От неожиданности я вздрогнула, а Рашель резко повернулась в сторону голоса. У двери в палату стояла молодая женщина в дорогом брючном костюме. На солнце шелк отливал металлическим блеском, и было видно, что костюм шили на заказ: сидел он по фигуре идеально и выполнен был с дорогой простотой и обилием вкуса. Темные волосы уложены, на ногах туфли на таком высоком каблуке, что не оставалось сомнений – в них можно передвигаться только в автомобиле.

Женщина явно не намеревалась меня обнимать, и было понятно, что особой радости по поводу моего пробуждения она не испытывает. Мне показалось, что я ее уже где-то видела, особенно знакомыми были серые красивой продолговатой формы глаза. И вдруг я поняла: это глаза Стива! Значит, это его родственница, может, дочь, то есть моя сестра?! Рашель тут же подтвердила мою догадку:

– Клаудия, прекрати сейчас же! Ты не видишь, твоей сестре плохо?

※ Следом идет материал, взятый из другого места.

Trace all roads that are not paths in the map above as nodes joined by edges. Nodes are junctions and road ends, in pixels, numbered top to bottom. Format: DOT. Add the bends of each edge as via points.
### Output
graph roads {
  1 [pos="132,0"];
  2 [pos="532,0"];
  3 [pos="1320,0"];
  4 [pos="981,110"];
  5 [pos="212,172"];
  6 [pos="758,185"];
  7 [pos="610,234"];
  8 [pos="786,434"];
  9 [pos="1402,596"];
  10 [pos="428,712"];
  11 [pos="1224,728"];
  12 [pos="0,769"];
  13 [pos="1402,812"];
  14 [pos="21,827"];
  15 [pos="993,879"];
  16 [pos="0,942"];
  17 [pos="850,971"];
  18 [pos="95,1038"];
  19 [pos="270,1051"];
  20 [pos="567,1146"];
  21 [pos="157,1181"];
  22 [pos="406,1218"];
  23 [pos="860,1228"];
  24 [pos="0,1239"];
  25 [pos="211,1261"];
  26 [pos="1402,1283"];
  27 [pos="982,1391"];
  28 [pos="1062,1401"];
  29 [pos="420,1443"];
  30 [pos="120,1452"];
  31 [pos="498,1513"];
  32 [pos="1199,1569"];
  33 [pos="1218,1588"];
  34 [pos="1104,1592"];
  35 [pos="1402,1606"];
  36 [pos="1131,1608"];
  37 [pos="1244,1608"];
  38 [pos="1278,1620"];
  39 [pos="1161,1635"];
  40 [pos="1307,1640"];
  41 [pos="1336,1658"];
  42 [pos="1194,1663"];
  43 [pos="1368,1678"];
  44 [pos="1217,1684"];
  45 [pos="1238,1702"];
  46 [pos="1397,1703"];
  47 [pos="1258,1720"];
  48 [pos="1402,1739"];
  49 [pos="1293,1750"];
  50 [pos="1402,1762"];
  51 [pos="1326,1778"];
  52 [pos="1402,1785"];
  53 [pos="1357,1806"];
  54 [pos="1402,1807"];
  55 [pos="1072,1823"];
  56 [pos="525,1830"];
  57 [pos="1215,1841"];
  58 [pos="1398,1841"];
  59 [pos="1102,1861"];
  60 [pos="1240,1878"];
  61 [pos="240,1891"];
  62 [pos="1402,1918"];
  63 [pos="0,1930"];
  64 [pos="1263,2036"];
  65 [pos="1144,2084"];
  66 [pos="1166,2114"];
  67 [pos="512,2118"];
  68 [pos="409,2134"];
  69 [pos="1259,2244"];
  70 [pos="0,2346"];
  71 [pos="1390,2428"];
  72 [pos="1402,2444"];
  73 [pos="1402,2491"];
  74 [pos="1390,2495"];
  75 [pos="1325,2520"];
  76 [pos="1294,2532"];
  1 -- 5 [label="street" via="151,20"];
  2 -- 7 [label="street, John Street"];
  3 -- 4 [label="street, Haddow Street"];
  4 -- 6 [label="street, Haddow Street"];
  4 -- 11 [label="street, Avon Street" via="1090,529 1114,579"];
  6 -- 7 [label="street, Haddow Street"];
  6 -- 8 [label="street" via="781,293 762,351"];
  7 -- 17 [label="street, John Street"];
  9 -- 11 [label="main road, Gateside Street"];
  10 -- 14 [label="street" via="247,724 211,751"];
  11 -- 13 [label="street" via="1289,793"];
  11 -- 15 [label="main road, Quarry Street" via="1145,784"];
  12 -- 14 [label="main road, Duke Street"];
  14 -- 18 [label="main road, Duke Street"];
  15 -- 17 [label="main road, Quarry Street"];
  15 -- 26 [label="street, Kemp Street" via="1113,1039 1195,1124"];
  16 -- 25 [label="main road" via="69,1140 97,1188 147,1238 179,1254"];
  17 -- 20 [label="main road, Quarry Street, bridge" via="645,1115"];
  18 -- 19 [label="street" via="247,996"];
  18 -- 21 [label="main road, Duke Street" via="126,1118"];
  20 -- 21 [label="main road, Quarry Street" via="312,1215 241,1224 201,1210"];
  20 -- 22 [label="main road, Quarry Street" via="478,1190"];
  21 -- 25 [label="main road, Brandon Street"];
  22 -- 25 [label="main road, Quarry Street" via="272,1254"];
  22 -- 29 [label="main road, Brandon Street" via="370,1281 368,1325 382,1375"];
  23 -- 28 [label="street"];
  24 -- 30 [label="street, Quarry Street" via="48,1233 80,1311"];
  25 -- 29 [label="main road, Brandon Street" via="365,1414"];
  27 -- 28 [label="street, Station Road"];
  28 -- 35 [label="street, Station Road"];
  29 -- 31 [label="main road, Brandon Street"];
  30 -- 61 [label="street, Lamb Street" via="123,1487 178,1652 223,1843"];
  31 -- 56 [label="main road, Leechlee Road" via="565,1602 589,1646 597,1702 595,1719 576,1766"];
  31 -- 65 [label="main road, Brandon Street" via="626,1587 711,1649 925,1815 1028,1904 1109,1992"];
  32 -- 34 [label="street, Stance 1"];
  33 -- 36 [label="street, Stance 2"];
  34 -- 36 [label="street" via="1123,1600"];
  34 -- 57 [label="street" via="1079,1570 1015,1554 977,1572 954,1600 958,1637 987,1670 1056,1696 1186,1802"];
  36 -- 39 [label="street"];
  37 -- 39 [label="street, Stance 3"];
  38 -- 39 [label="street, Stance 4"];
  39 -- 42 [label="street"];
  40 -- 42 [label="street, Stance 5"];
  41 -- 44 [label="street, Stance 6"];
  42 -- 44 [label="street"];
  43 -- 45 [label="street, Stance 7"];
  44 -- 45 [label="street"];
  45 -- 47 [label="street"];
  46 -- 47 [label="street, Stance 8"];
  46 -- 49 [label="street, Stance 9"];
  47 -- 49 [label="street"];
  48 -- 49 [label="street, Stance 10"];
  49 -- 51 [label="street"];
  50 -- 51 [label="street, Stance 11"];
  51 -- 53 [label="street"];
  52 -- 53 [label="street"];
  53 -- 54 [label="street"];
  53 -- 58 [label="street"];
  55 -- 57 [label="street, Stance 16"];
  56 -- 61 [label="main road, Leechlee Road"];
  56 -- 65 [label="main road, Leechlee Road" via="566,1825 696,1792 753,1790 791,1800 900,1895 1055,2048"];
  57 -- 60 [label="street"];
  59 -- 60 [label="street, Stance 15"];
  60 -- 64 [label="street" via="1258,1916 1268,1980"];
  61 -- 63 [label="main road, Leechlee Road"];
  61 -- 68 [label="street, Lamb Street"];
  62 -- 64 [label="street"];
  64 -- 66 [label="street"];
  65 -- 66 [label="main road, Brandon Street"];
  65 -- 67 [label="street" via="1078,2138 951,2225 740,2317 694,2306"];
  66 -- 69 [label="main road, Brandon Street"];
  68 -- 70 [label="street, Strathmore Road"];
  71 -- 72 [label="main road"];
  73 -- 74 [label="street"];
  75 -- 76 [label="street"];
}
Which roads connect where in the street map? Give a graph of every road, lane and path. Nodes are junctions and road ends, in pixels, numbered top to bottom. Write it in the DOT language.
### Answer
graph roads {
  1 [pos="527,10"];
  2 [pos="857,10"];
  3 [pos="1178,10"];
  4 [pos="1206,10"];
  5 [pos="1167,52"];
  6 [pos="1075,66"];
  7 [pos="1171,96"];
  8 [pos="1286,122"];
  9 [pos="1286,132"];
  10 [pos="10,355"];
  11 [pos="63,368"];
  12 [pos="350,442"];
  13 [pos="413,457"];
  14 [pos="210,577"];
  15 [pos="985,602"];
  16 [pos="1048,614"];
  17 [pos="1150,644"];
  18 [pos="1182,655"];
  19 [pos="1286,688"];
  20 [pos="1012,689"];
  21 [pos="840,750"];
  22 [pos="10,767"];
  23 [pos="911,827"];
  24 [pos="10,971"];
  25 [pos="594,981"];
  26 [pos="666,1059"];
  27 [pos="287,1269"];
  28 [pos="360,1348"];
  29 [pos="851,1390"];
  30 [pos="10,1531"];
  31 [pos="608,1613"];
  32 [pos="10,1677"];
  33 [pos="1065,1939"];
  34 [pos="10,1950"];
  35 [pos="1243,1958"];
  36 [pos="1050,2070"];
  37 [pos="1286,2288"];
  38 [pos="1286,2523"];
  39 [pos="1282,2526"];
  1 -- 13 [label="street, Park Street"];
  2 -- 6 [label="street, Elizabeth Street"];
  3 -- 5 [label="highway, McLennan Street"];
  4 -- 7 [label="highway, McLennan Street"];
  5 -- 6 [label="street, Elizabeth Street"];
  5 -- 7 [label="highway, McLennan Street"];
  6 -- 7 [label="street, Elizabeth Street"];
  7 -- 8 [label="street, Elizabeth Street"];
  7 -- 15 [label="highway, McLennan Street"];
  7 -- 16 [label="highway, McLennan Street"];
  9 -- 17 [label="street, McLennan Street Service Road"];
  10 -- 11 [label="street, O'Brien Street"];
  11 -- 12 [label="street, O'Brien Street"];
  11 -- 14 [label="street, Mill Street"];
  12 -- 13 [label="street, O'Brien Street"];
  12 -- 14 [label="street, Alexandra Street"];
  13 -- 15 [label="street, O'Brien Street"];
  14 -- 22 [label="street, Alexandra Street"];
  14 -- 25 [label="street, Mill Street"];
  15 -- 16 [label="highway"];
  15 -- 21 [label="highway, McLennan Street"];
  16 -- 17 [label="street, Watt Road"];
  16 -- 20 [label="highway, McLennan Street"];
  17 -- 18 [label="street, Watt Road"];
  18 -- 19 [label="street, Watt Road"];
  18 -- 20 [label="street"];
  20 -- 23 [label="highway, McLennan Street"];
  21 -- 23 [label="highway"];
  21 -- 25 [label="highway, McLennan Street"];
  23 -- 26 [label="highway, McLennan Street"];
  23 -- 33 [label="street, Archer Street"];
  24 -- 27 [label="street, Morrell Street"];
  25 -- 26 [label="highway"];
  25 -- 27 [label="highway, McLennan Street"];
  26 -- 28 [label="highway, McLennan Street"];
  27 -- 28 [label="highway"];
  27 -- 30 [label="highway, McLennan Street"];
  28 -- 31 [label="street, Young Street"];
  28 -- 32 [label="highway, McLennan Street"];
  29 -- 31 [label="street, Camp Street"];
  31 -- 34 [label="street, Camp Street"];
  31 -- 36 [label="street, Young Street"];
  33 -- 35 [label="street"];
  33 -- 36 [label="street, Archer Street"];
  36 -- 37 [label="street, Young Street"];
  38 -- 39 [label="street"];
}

– Сводной сестре, Рашель, сводной. Хоть я бы предпочла думать, что не имею к ней никакого отношения.

– Что ты имеешь в виду? – побагровела Рашель.

– Да просто говорю, как есть. Из всех детей нашего отца, несмотря на все их недостатки, совершенно никчемной дрянью можно назвать только эту маленькую врушку.

– Не смей! – Рашель почти кричала. – Я позову охрану и…

– Не утруждайся – Клаудия усмехнулась. – Я просто пришла проверить, действительно ли моя, – Клаудия скривилась – сестричка симулирует, что ничего не помнит. Учти, – Клаудия посмотрела на меня с таким презрением, что я невольно сжалась на кровати – больше ты не одурачишь ни меня, ни нашего отца. Пусть твоя мамочка и защищает тебя при любых обстоятельствах, но с нас довольно.

Резко развернувшись на каблуках, Клаудия выскочила из палаты, а Рашель стояла возле меня, мелко трясясь всем телом.

Наконец она перестала дрожать и сказала почти спокойным голосом:

– Не переживай, родная, я поговорю с твоим отцом, и они тебя больше не побеспокоят.

– Они?

Рашель замялась:

– Наверное, я должна тебе кое-что рассказать. Понимаешь, я вышла замуж, когда мне было двадцать семь лет, а твоему отцу, к тому времени вдовцу – сорок восемь. У него уже были дети: старшая Клаудия, ее ты только что видела, средний сын-Брайан, ему тогда было шестнадцать, и младший, Мэтт, ему только исполнилось тринадцать. Ты не поверишь, какой прием они мне устроили! Не было и дня, чтобы они не бунтовали и не пробовали довести меня до слез. Что и понятно: подростки в доме, а я сама лишь на четыре года старше падчерицы, – Рашель глубоко вздохнула и продолжила. – Она и была главной во всех скандалах, все время подбивала мальчишек на безобразия. Я плакала, жаловалась, но что толку? Стив не желал вмешиваться в склоки, которые, как он считал, не стоят того, чтобы о них говорить. Почти год я жила как на войне, не знала, когда и где меня поджидает неприятность. Я похудела и постарела, и уже думала, что больше не выдержу, когда я узнала, что беременна. Стив был счастлив, он очень хотел еще одну девочку. Когда у него родилась Клаудия, ему было всего двадцать пять, и он зарабатывал деньги день и ночь, чтобы обеспечить семью и почти не помнит, как выросла дочь. Дети же приняли эту новость холодно, а Клаудия просто взбесилась и стала скандалить. Тогда-то Стив впервые понял, что я не преувеличивала, когда жаловалась ему на детей. В результате, Клаудию отослали из дома под предлогом необходимости продолжить образование, и она уехала в Швейцарию. После ее отъезда мальчишки присмирели, особенно когда я припугнула, что уговорю отца отправить и их обоих в элитную школу-интернат.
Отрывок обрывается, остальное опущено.